I am a 4th Dan in Hap Ki Do. I started in Bong Soo Han's IHF style back in 1980 under one of his 3rd Dans named: Rudy Rodriguez of Peru. I later practiced under Kwang Sik Myung on Wilshire Blvd, in LA, CA. Then I trained under a few lesser known named Korean Masters. Finally, I am with Yong M. So (9th Dan KHA) in Tae Guk Moo Sool Hap Ki Do. I am trying to gain entrance into the KHF through Masters Frank Clay, H. Whalen, and J. Lim.


----------



## Gary Crawford (Mar 26, 2004)

Welcome to the forum!You will find some of the most professional and polite people here! enjoy!


----------



## dosandojang (Mar 27, 2004)

Thank you Gary!!!!!!!!!!!!!!!


----------



## Mithios (Mar 27, 2004)

Welcome!    Mithios


----------



## Disco (Mar 27, 2004)

First, Welcome to the boards. Hope you enjoy your time here. Do you plan on attending the KHF seminar in June in Florida? If I'm not mistaken, they will accept and test all Dan rankings for membership into the KHF and for rank advancements for KHF members, along with a Masters ranking course. If you are seeking KHF affiliation, I would assume that this would be the best way available at present.

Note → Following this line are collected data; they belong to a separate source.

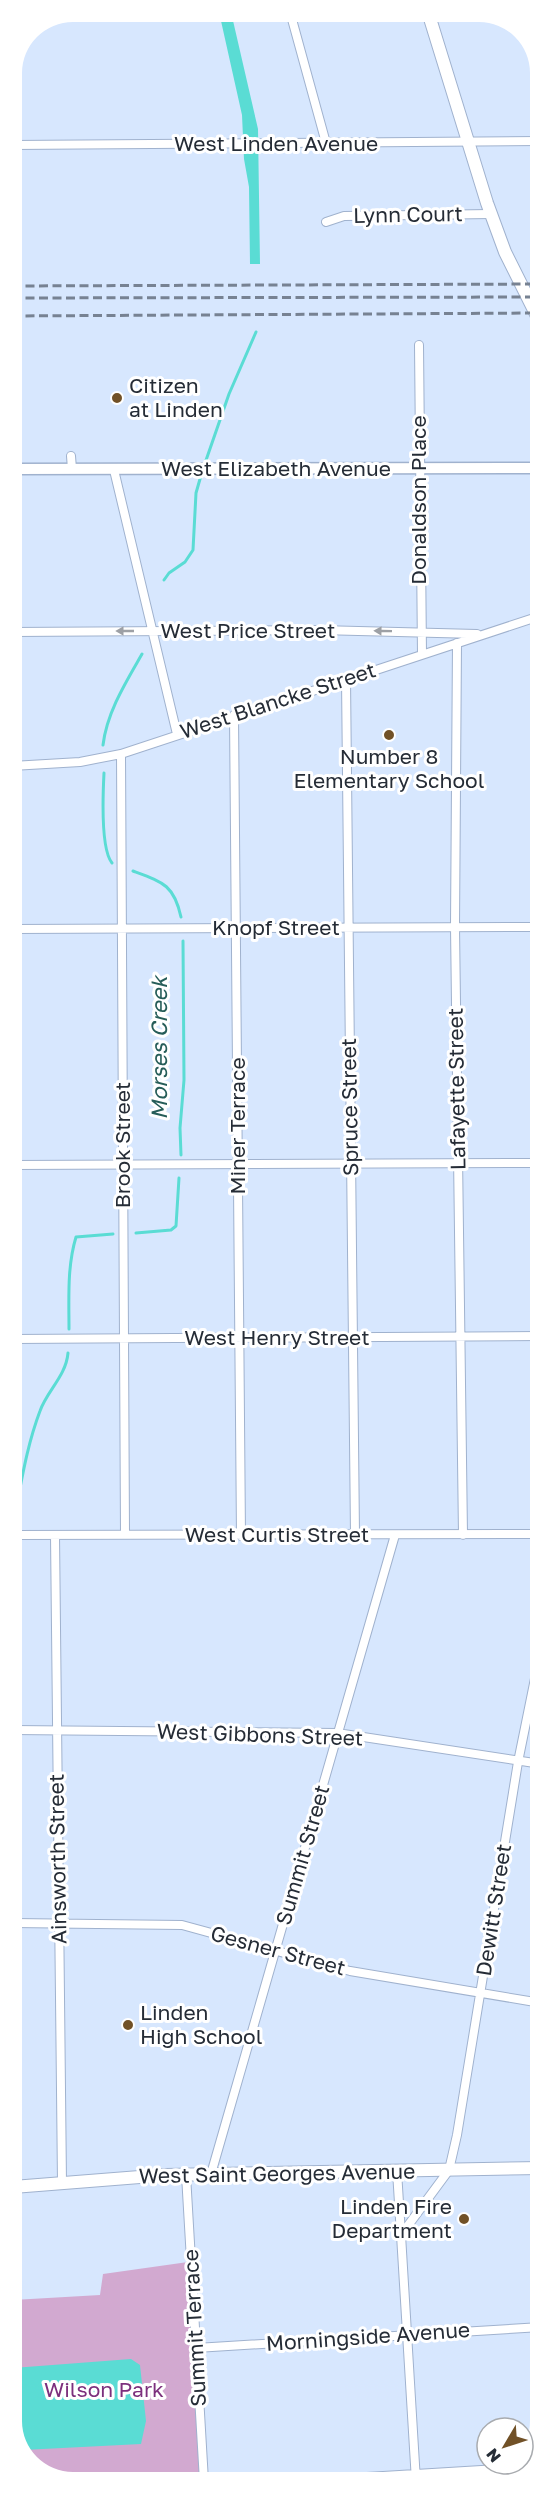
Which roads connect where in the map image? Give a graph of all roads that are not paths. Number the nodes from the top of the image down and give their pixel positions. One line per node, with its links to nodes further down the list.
1 (293, 23): 4 (street)
2 (431, 23): 5 (main road)
3 (530, 141): 5 (street, West Linden Avenue)
4 (326, 143): 5 (street, West Linden Avenue); 6 (street, West Linden Avenue)
5 (467, 143): 7 (main road)
6 (22, 145)
7 (491, 214): 8 (street, Lynn Court); 9 (main road)
8 (326, 222)
9 (530, 302)
10 (419, 345): 15 (street, Donaldson Place)
11 (71, 456): 14 (street)
12 (530, 468): 15 (street, West Elizabeth Avenue)
13 (22, 469): 14 (street, West Elizabeth Avenue)
14 (72, 469): 16 (street, West Elizabeth Avenue)
15 (419, 469): 16 (street, West Elizabeth Avenue); 19 (street, Donaldson Place)
16 (114, 470): 18 (street)
17 (530, 619): 21 (street, West Blancke Street)
18 (152, 631): 19 (street, West Price Street, one-way to 18); 20 (street, West Price Street, one-way to 20); 26 (street)
19 (421, 631): 21 (street, West Price Street); 23 (street, Donaldson Place)
20 (22, 632)
21 (484, 634): 22 (street, West Blancke Street)
22 (457, 643): 23 (street, West Blancke Street); 29 (street, Lafayette Street)
23 (422, 654): 24 (street, West Blancke Street)
24 (346, 679): 25 (street, West Blancke Street); 32 (street, Spruce Street)
25 (234, 715): 26 (street, West Blancke Street); 31 (street, Miner Terrace)
26 (177, 734): 27 (street, West Blancke Street)
27 (121, 754): 28 (street, West Blancke Street); 34 (street, Brook Street)
28 (22, 765)
29 (455, 927): 30 (street, Knopf Street); 32 (street, Knopf Street); 37 (street, Lafayette Street)
30 (530, 927)
31 (236, 928): 32 (street, Knopf Street); 34 (street, Knopf Street); 35 (street, Miner Terrace)
32 (348, 928): 36 (street, Spruce Street)
33 (22, 929): 34 (street, Knopf Street)
34 (122, 929): 39 (street, Brook Street)
35 (238, 1163): 36 (street); 39 (street); 45 (street, Miner Terrace)
36 (351, 1163): 37 (street); 42 (street, Spruce Street)
37 (458, 1163): 38 (street); 43 (street, Lafayette Street)
38 (530, 1163)
39 (123, 1164): 40 (street); 44 (street, Brook Street)
40 (22, 1165)
41 (530, 1336): 43 (street, West Henry Street)
42 (353, 1337): 43 (street, West Henry Street); 45 (street, West Henry Street); 51 (street, Spruce Street)
43 (460, 1337): 53 (street, Lafayette Street)
44 (124, 1338): 45 (street, West Henry Street); 46 (street, West Henry Street); 50 (street, Brook Street)
45 (240, 1338): 54 (street, Miner Terrace)
46 (22, 1339)
47 (530, 1534): 53 (street, West Curtis Street)
48 (22, 1535): 49 (street, West Curtis Street)
49 (55, 1535): 50 (street, West Curtis Street); 57 (street, Ainsworth Street)
50 (125, 1535): 54 (street, West Curtis Street)
51 (355, 1535): 52 (street, West Curtis Street); 54 (street, West Curtis Street)
52 (395, 1535): 53 (street, West Curtis Street); 58 (street, Summit Street)
53 (463, 1535)
54 (241, 1536)
55 (530, 1703): 59 (street, Dewitt Street)
56 (22, 1730): 57 (street, West Gibbons Street)
57 (57, 1730): 58 (street, West Gibbons Street); 62 (street, Ainsworth Street)
58 (337, 1733): 59 (street, West Gibbons Street); 63 (street, Summit Street)
59 (518, 1762): 60 (street, West Gibbons Street); 64 (street, Dewitt Street)
60 (530, 1763)
61 (22, 1923): 62 (street, Gesner Street)
62 (59, 1923): 63 (street, Gesner Street); 71 (street, Ainsworth Street)
63 (275, 1951): 64 (street, Gesner Street); 69 (street, Summit Street)
64 (480, 1993): 65 (street, Gesner Street); 67 (street, Dewitt Street)
65 (530, 2001)
66 (530, 2168): 67 (main road, West Saint Georges Avenue)
67 (448, 2170): 68 (main road, West Saint Georges Avenue); 73 (street)
68 (397, 2171): 69 (main road, West Saint Georges Avenue); 73 (street)
69 (212, 2174): 70 (main road, West Saint Georges Avenue)
70 (186, 2175): 71 (main road, West Saint Georges Avenue); 76 (street, Summit Terrace)
71 (62, 2184): 72 (main road, West Saint Georges Avenue)
72 (22, 2186)
73 (401, 2235): 75 (street)
74 (530, 2328): 75 (street, Morningside Avenue)
75 (407, 2334): 76 (street, Morningside Avenue); 78 (street)
76 (196, 2348): 77 (street, Summit Terrace)
77 (203, 2471)
78 (416, 2472)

If I may be so inquisitive. Starting with Bong Soo Han's IHF, he is considered the pioneer who pushed/opened Hapkido to the general public (Billy Jack), what prompted you to leave and seek another organization? Thanks in advance for your reply.

 :asian:


----------



## RCastillo (Mar 27, 2004)

You poor soul.  :jaws:


----------



## dosandojang (Mar 29, 2004)

Yes, I am aware of the KHF event. I was told about it by Masters Frank Clay, H. Whalen and J. Lim. I will try, but it is 3,000 miles from me. As for GM BS Han and I why I did not stay with the IHF style, I studied under one of his 3rd Dans who had left for political reasons. I just assumed I would not be allowed into the IHF because of my Master's prior problems with GM Han...


----------